It was an activist investor that first pushed L Brands to split Victoria’s Secret from Bath and Body Works in 2019 (the companies split in August 2021). An activist investor in 2020 pressured Hugo Boss into a strategy overhaul, which led to the appointment of a new chief executive and the rebrand that’s currently underway.

More recently, activist investors have been circling department stores. Jana Partners was pressuring Macy’s after Saks Fifth Avenue split its digital and retail business. Macellum has been advocating for Kohl’s to find a buyer. Earlier this year, Legion Partners called for Guess to remove founders Paul Marciano and Maurice Marciano.

The arrival of an activist investor can cause the target’s stock to soar, as these shareholders typically prioritise moves that will quickly juice revenue, or provide a windfall of cash. But they can also trigger unpredictable battles over a company’s future, which can drag on for months or even years.

“As a retailer, you think, ‘oh my god, we’ve got activist investors, everyone to the trenches,’” said Lee Peterson, a consultant with WD Partners and former executive at The Limited, then part of L Brands, in the 1980s. “It’s acrimonious.”
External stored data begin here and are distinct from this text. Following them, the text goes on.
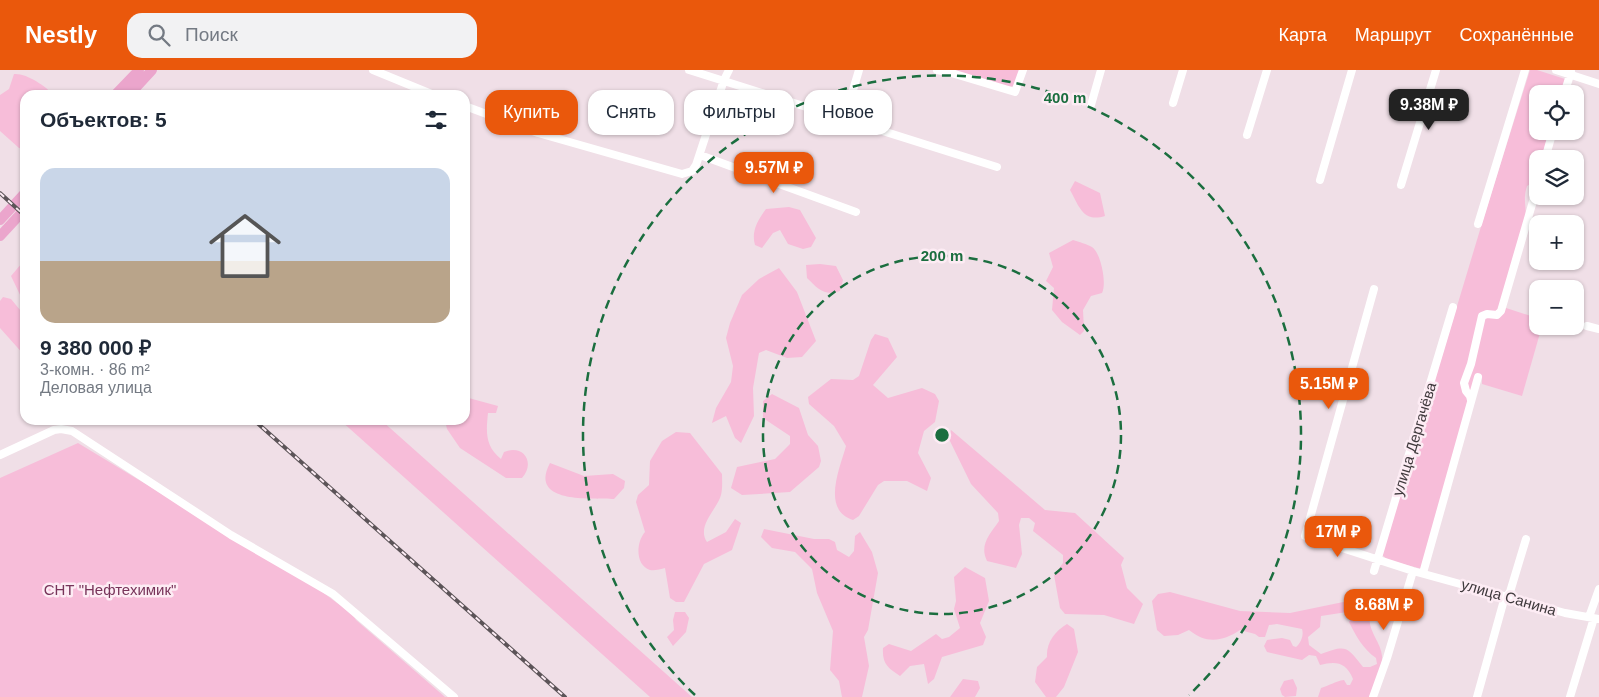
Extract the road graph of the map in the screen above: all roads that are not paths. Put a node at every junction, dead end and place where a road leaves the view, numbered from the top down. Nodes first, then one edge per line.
1 (139, 70) edge
2 (152, 70) edge
3 (373, 70) edge
4 (689, 70) edge
5 (729, 70) edge
6 (859, 70) edge
7 (936, 70) edge
8 (1023, 70) edge
9 (1101, 70) edge
10 (1183, 70) edge
11 (1266, 70) edge
12 (1352, 70) edge
13 (1436, 70) edge
14 (1526, 70) edge
15 (1556, 70) edge
16 (1571, 72) edge
17 (724, 80) junction
18 (1599, 84) edge
19 (1567, 85) edge
20 (120, 90) edge
21 (134, 90) edge
22 (422, 90) edge
23 (853, 90) edge
24 (1173, 103) dead end
25 (1091, 105) dead end
26 (804, 107) edge
27 (470, 108) edge
28 (892, 135) edge
29 (1247, 135) dead end
30 (700, 155) junction
31 (997, 167) dead end
32 (1320, 180) dead end
33 (1401, 186) dead end
34 (20, 198) edge
35 (1532, 205) edge
36 (856, 212) dead end
37 (20, 214) edge
38 (0, 220) edge
39 (1478, 224) dead end
40 (1, 235) edge
41 (1374, 289) dead end
42 (1453, 307) dead end
43 (1588, 326) dead end
44 (1599, 329) edge
45 (1478, 377) dead end
46 (1471, 400) junction
47 (0, 455) edge
48 (1526, 539) dead end
49 (1378, 559) junction
50 (1374, 571) dead end
51 (1413, 571) junction
52 (1423, 573) junction
53 (1599, 589) edge
54 (1507, 596) junction
55 (1594, 618) edge
56 (454, 697) edge
57 (1373, 697) edge
58 (1477, 697) edge
59 (1570, 697) edge

1 - 20 main road
2 - 21 main road
3 - 22 street
4 - 17 street
5 - 17 street
6 - 23 street
7 - 8 street
9 - 25 street
10 - 24 street
11 - 29 street
12 - 32 street
13 - 33 street
14 - 39 street
15 - 16 street
16 - 18 street
16 - 19 street
17 - 26 street
17 - 30 street
27 - 30 street
28 - 31 street
30 - 36 street
34 - 38 main road
35 - 46 street
37 - 40 main road
41 - 49 street, улица Санина
42 - 49 street, улица Дергачёва
43 - 44 street
45 - 46 street
46 - 52 street
47 - 56 street
48 - 54 street
49 - 50 street, улица Дергачёва
49 - 51 street, улица Санина
51 - 52 street, улица Санина
51 - 57 street
52 - 54 street, улица Санина
53 - 55 street
54 - 55 street, улица Санина
54 - 58 street
55 - 59 street

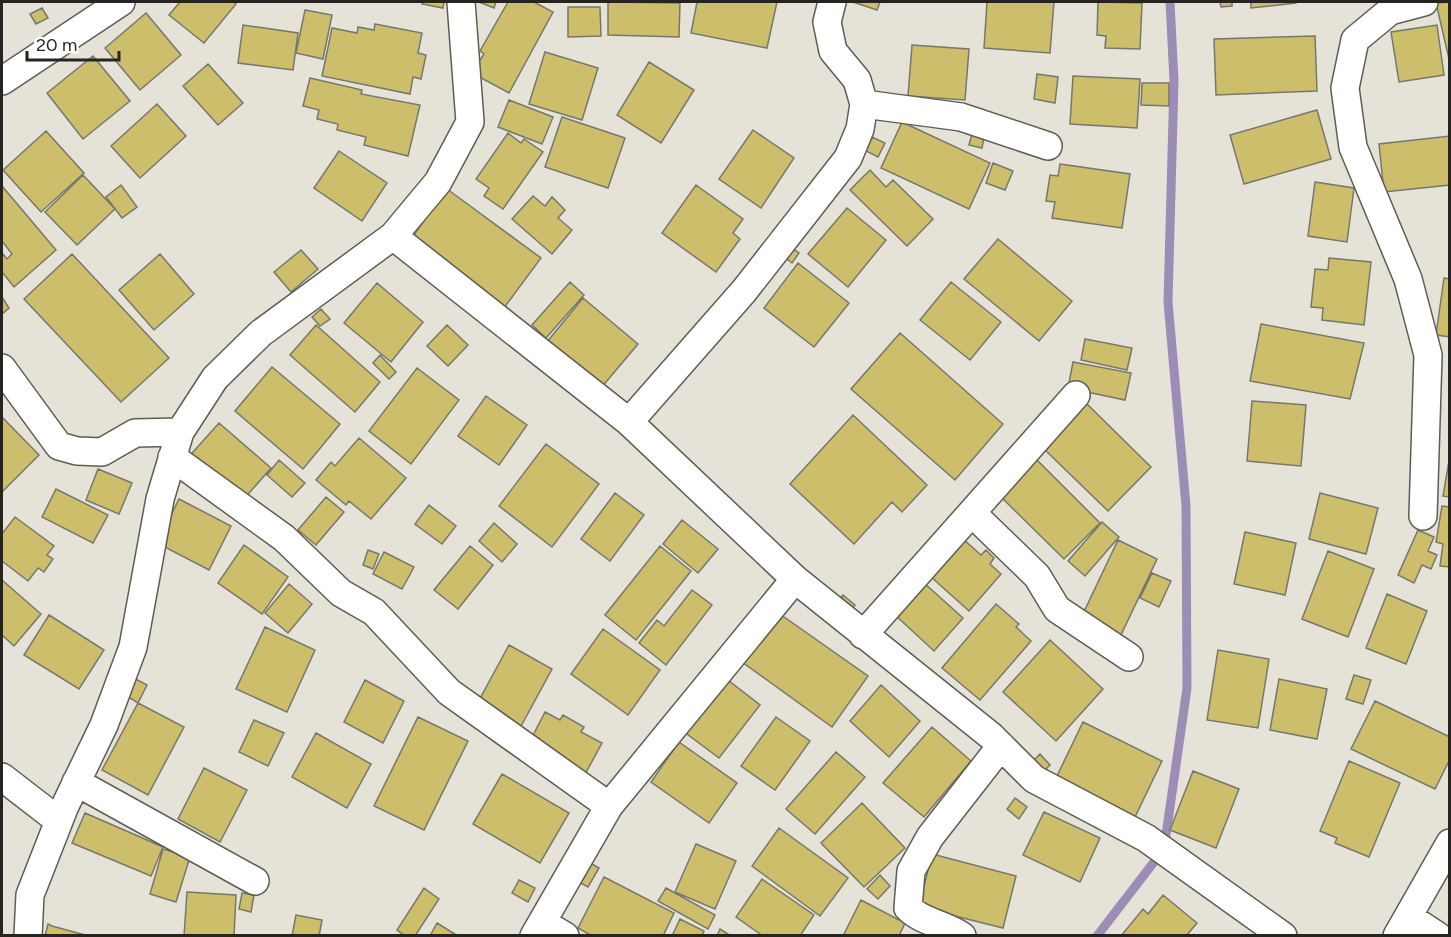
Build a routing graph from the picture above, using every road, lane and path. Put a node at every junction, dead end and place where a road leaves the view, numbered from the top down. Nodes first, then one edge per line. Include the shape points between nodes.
1 (121, 2) edge
2 (461, 2) edge
3 (832, 2) edge
4 (1424, 2) edge
5 (2, 81) edge
6 (864, 104) junction
7 (1048, 147) dead end
8 (393, 236) junction
9 (2, 368) edge
10 (1076, 396) dead end
11 (629, 422) junction
12 (180, 432) junction
13 (172, 458) junction
14 (972, 513) junction
15 (1423, 516) dead end
16 (795, 579) junction
17 (863, 635) junction
18 (1129, 657) dead end
19 (1001, 746) junction
20 (2, 777) edge
21 (76, 782) junction
22 (609, 806) junction
23 (59, 821) junction
24 (1449, 843) edge
25 (255, 880) dead end
26 (1403, 926) edge
27 (547, 931) edge
28 (28, 936) edge
29 (962, 936) edge
30 (1283, 936) edge
31 (1438, 936) edge

1 - 5 street
2 - 8 street via 471,122 438,183
3 - 6 street via 826,22 833,51 857,80
4 - 15 street via 1390,11 1355,40 1345,88 1353,147 1408,279 1428,355
6 - 7 street via 961,117
6 - 11 street via 861,129 848,158 744,291
8 - 11 street
8 - 12 street via 261,333 215,378
9 - 12 street via 58,446 102,452 135,434
10 - 14 street
11 - 16 street
12 - 13 street
13 - 21 street via 160,499 134,647 104,725
13 - 22 street via 284,538 341,593 374,612 448,692
14 - 17 street
14 - 18 street via 1037,576 1057,609
16 - 17 street
16 - 22 street
17 - 19 street
19 - 29 street via 930,837 911,871 908,908 916,917 936,922
19 - 30 street via 1034,779 1146,838
20 - 23 street
21 - 23 street
21 - 25 street
22 - 27 street
23 - 28 street via 30,895
24 - 26 street
26 - 31 street

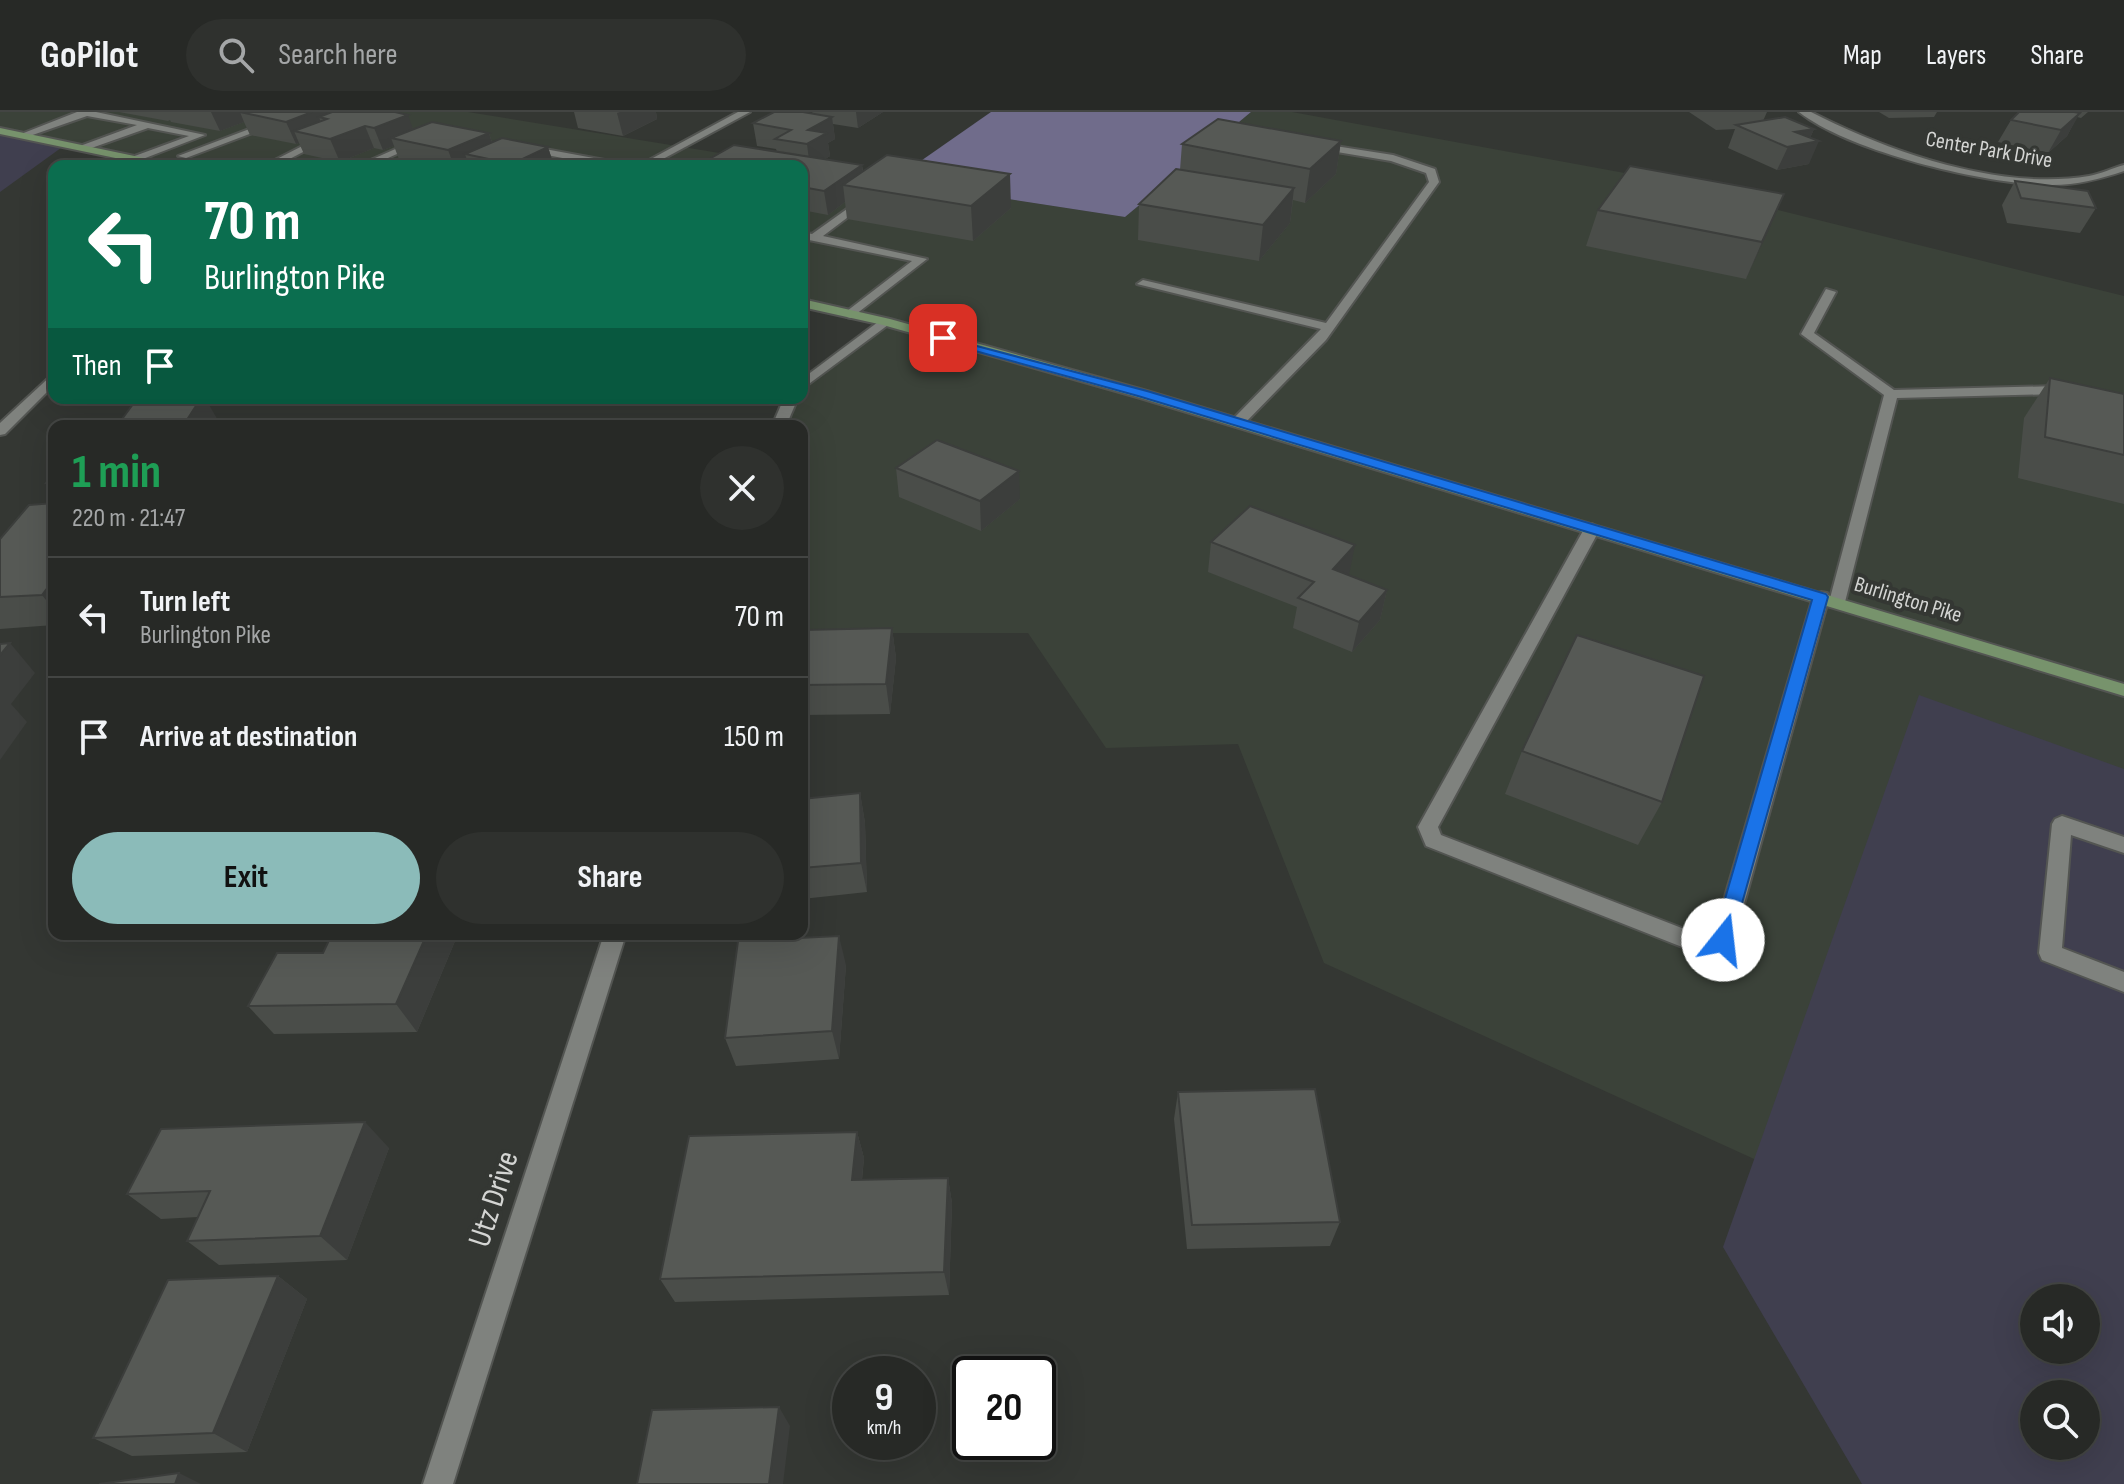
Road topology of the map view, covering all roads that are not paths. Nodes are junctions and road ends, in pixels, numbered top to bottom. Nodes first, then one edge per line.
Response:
1 (84, 112) edge
2 (303, 112) edge
3 (745, 112) edge
4 (1804, 112) edge
5 (104, 114) edge
6 (148, 125) junction
7 (0, 131) edge
8 (343, 131) edge
9 (21, 136) junction
10 (428, 138) edge
11 (1302, 144) edge
12 (516, 146) edge
13 (83, 148) junction
14 (135, 159) junction
15 (140, 160) edge
16 (177, 160) edge
17 (279, 160) edge
18 (376, 160) edge
19 (590, 160) edge
20 (654, 160) edge
21 (2124, 168) edge
22 (874, 193) edge
23 (808, 236) edge
24 (1143, 284) dead end
25 (1830, 292) dead end
26 (808, 304) edge
27 (851, 314) junction
28 (886, 322) junction
29 (1329, 327) junction
30 (808, 380) edge
31 (48, 383) edge
32 (2058, 390) edge
33 (1891, 394) junction
34 (1238, 422) junction
35 (0, 431) edge
36 (1592, 529) junction
37 (1829, 599) junction
38 (2124, 690) edge
39 (2124, 845) edge
40 (613, 940) edge
41 (2124, 982) edge
42 (438, 1484) edge

1 - 5 street
1 - 9 street
2 - 16 street
3 - 20 street
4 - 21 street, Center Park Drive
5 - 6 street
6 - 13 street
6 - 14 street
7 - 9 main road
8 - 17 street
9 - 13 main road
10 - 18 street
11 - 29 street
12 - 19 street
13 - 14 main road
14 - 15 main road
22 - 23 street
23 - 27 street
24 - 29 street
25 - 33 street
26 - 27 main road, Burlington Pike
27 - 28 main road, Burlington Pike
28 - 30 street
28 - 34 main road, Burlington Pike
29 - 34 street
31 - 35 street
32 - 33 street
33 - 37 street
34 - 36 main road, Burlington Pike
36 - 37 main road, Burlington Pike
36 - 37 street
37 - 38 main road, Burlington Pike
39 - 41 street
40 - 42 street, Utz Drive

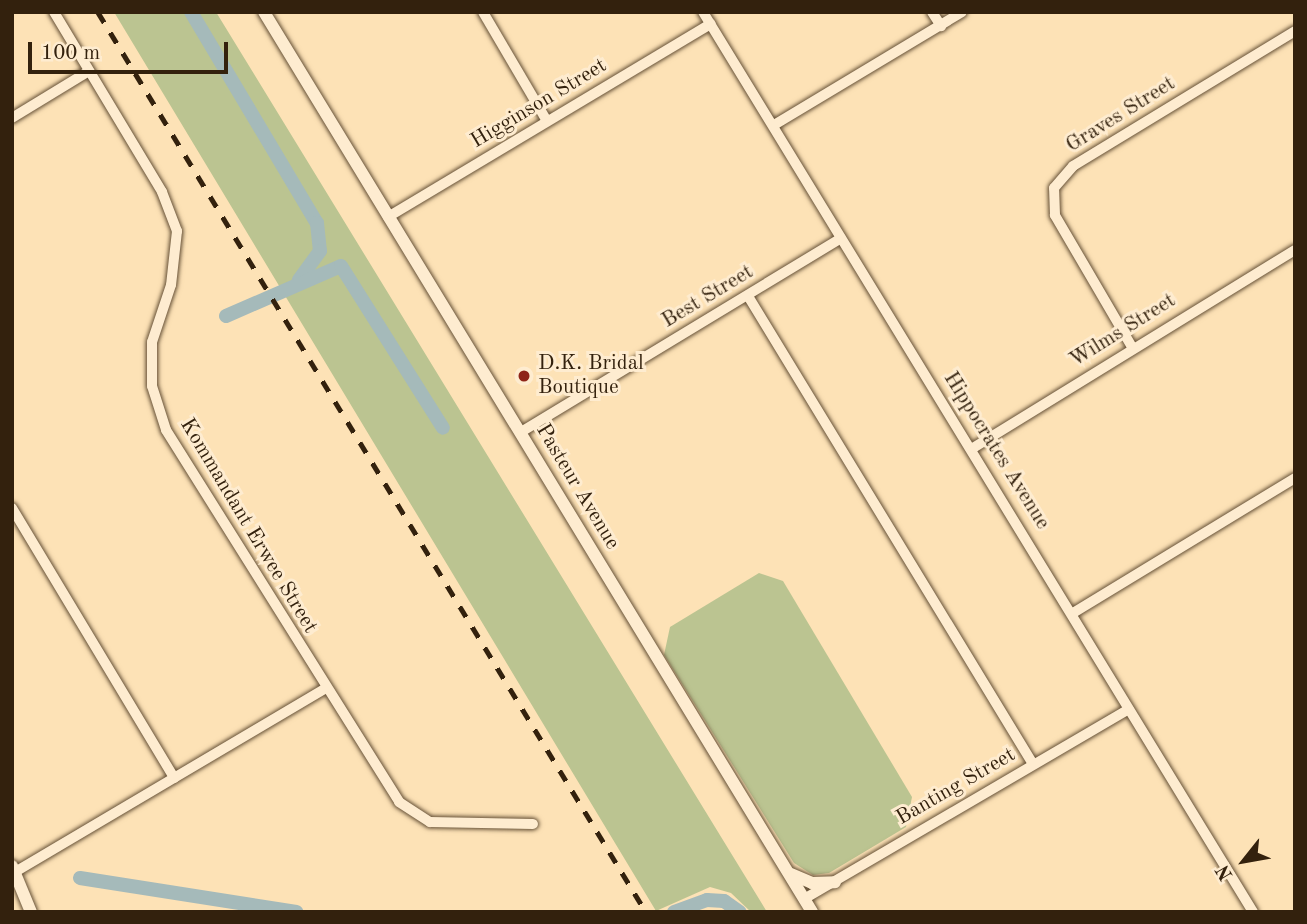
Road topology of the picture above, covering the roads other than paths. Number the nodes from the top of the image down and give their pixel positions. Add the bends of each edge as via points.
1 (54, 12) edge
2 (264, 12) edge
3 (483, 12) edge
4 (704, 12) edge
5 (932, 12) edge
6 (962, 12) edge
7 (711, 24) junction
8 (941, 26) junction
9 (1295, 31) edge
10 (89, 71) junction
11 (12, 118) edge
12 (547, 121) junction
13 (774, 125) junction
14 (388, 217) junction
15 (841, 238) junction
16 (1295, 250) edge
17 (748, 296) junction
18 (1132, 347) junction
19 (522, 432) junction
20 (972, 448) junction
21 (1295, 478) edge
22 (12, 508) edge
23 (1073, 613) junction
24 (324, 690) junction
25 (1129, 709) junction
26 (1033, 764) junction
27 (174, 778) junction
28 (533, 824) dead end
29 (14, 869) edge
30 (787, 872) junction
31 (835, 882) junction
32 (17, 890) edge
33 (804, 899) junction
34 (31, 912) edge
35 (812, 912) edge
36 (1253, 912) edge

1 - 10 street, Kommandant Erwee Street
2 - 14 street, Pasteur Avenue
3 - 12 street
4 - 7 street, Hippocrates Avenue
5 - 8 street
6 - 8 street
7 - 12 street, Higginson Street
7 - 13 street, Hippocrates Avenue
8 - 13 street
9 - 18 street, Graves Street via 1073,166 1054,188 1055,215
10 - 11 street
10 - 24 street, Kommandant Erwee Street via 162,192 177,231 171,285 152,342 157,408
12 - 14 street, Higginson Street
13 - 15 street, Hippocrates Avenue
14 - 19 street, Pasteur Avenue
15 - 17 street, Best Street
15 - 20 street, Hippocrates Avenue
16 - 18 street, Wilms Street
17 - 19 street, Best Street
17 - 26 street
18 - 20 street, Wilms Street
19 - 30 street, Pasteur Avenue
20 - 23 street, Hippocrates Avenue
21 - 23 street
22 - 27 street
23 - 25 street, Hippocrates Avenue
24 - 27 street
24 - 28 street, Kommandant Erwee Street via 410,813 449,824
25 - 26 street, Banting Street
25 - 36 street, Hippocrates Avenue
26 - 31 street, Banting Street
27 - 29 street
29 - 32 street
30 - 31 street via 812,883
30 - 33 street, Pasteur Avenue
31 - 33 street, Banting Street
32 - 34 street
33 - 35 street, Pasteur Avenue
Brands eye these investors suspiciously. Their presence implies painful changes, including restructuring and layoffs that could include senior executives and board members. But activist investors can also help a brand execute a pivot they might not have the vision or the risk appetite to pull off on their own.

Fashion’s Activists

Activist investors target every industry, from oil to tech to food. But retail is a particularly ripe target. Well-known names such as Macy’s and Kohl’s trade have struggled to rebound from years of declining sales and waning consumer interest.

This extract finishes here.